“Gracias al arte urbano la imagen de Tordesillas está repartida por todo el mundo”

El muralista Carlos Adeva estrena su último trabajo en Tordesillas, un homenaje a la llegada de Carlos V, precisamente cuando celebra 25 años de trayectoria profesional

A pesar de ser natural de Toro -donde se crió en medio de una estética medieval inspirándose en figuras como la de Delhy Tejero- Carlos Adeva está íntimamente ligado a Tordesillas. Desde 2004 regenta su propia tienda de artesanía en la Plaza Mayor, donde, gracias a sus obras, permite a los turistas llevarse un pedacito de la historia de la Villa. Aunque si ha habido una manera efectiva de difundir, a nivel internacional, el patrimonio cultural local, ha sido gracias a la ruta turística que, desde 2012, y a través de sus murales participativos de arte urbano, ha llevado a cabo Adeva, logrando convertir paredes desoladas en auténticas obras de arte que reflejan nuestra historia.

El pasado mes de julio Adeva estrenó su último trabajo, que se suma a este recorrido histórico, en este caso un homenaje a la llegada de Carlos V a Tordesillas, en la que ha aunado motivos festivos, con figuras como el tamborilero, con medallones que ponen de relieve la figura de la tan querida Reina Juana I de Castilla. Se trata esta de una obra participativa, y es que “no podría entenderse de otra manera”, según Adeva, que confiesa que, “aunque en un principio costó implicar a las instituciones, el Ayuntamiento ha sabido implicarse y los resultados están siendo muy positivos”.

El arraigo de Adeva le ha llevado a participar activamente en la creación de faroles, aunque otra faceta suya es la que desarrolla en su propio taller, donde da clase a vecinos
de todas las edades. “No me gusta considerarme profesor, simplemente ayudo a la gente a expresar lo que tiene dentro, les inculco el cariño por el arte e intento estimular su parte creativa para que descubran su técnica particular”, afirma. Adeva, que además da clase de técnicas pictóricas en el Centro Regional de Artesanía, cuenta precisamente con una buena formación, fruto de sus años en la Escuela de Artes y Oficios de Salamanca y de su estancia en París. Sin embargo, su principal fuente ha sido siempre, tal y como reconoce, “el trabajo y la observación”. “He evolucionado mucho, puedes ver mil cosas mías y no parecen del mismo artista”, afirma, recordando que su primer trabajo consistió en un mural que pintó con 13 años y unas ceras ‘Manley’.

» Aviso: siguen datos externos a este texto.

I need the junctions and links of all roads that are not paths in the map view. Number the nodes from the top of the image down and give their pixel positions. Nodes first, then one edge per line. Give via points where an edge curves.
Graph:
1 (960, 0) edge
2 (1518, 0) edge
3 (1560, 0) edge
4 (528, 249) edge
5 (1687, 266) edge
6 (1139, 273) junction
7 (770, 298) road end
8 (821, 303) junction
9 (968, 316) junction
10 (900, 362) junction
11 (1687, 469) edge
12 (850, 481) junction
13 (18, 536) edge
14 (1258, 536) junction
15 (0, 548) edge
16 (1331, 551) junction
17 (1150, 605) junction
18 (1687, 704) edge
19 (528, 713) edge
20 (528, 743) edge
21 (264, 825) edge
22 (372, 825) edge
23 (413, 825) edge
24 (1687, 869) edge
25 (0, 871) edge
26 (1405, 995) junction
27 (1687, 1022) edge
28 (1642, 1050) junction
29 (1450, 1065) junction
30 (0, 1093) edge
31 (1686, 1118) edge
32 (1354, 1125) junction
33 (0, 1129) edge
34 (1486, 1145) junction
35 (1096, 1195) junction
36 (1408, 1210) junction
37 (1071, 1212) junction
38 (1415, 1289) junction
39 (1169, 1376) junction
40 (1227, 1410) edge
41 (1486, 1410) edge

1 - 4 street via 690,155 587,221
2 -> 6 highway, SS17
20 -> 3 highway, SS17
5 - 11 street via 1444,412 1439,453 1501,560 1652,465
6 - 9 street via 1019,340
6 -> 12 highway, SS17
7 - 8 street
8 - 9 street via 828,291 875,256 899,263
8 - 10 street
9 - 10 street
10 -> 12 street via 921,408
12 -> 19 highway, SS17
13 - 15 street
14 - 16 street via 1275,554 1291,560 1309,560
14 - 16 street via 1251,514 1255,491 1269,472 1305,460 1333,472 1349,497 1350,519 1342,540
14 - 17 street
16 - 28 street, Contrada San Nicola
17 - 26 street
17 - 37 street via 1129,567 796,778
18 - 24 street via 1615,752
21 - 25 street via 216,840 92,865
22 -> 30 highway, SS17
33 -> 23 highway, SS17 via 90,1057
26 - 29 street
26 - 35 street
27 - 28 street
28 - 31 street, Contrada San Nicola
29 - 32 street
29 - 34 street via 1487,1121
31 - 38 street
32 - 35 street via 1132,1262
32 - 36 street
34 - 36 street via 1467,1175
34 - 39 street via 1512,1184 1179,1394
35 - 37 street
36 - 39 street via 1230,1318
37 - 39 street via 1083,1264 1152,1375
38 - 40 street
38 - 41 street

Tras decorar fachadas de todo tipo, Adeva fue encontrando su camino como muralista, hasta convertirse en uno de los primeros promotores del arte público en la región.

Como artista polivalente, Adeva entiende que el oficio de artista conlleva “tocar todos los palos” y no comprende la especialización a la hora de crear. El toresano considera que, aunque la crisis ha afectado al sector artístico, “no necesito mucho para vivir, y las obras que hago las cobro de manera justa en relación al trabajo que me llevan”. A Adeva tampoco parecen motivarle los premios, aunque se convirtiese en ganador del Acor en 2015. “Voy a seguir trabajando igual, como mucho me ha ayudado a que me conozca más gente”, afirma en referencia al galardón, que no esperaba ganar por haber presentado una obra “muy personal” que no se adaptaba a la corriente del concurso.

Precisamente con motivo de la celebración de sus 25 años de carrera artística, Adeva prepara, para el próximo año, una colección general de sus obras que posiblemente sea instalada en Toro, donde acaba de ser pregonero de las fiestas. No es habitual que el artista desarrolle muestras -por suponer una gran inversión de recursos- aunque ha sido protagonista de varias exposiciones itinerantes a nivel internacional. A la hora de proyectar su arte fuera de nuestras fronteras, Adeva guarda con especial cariño el recuerdo de su mural realizado en Recife (Brasil), donde fue invitado a homenajear, a través de su trabajo, al poeta Paulo Leminski. “Para los brasileños el tratado de Tordesillas es muy importante”, destaca, incidiendo en que “hubieran preferido ser colonizados por españoles; dentro de lo que cabe, la primera universidad de latinoamérica está en Ciudad de México”, concluye.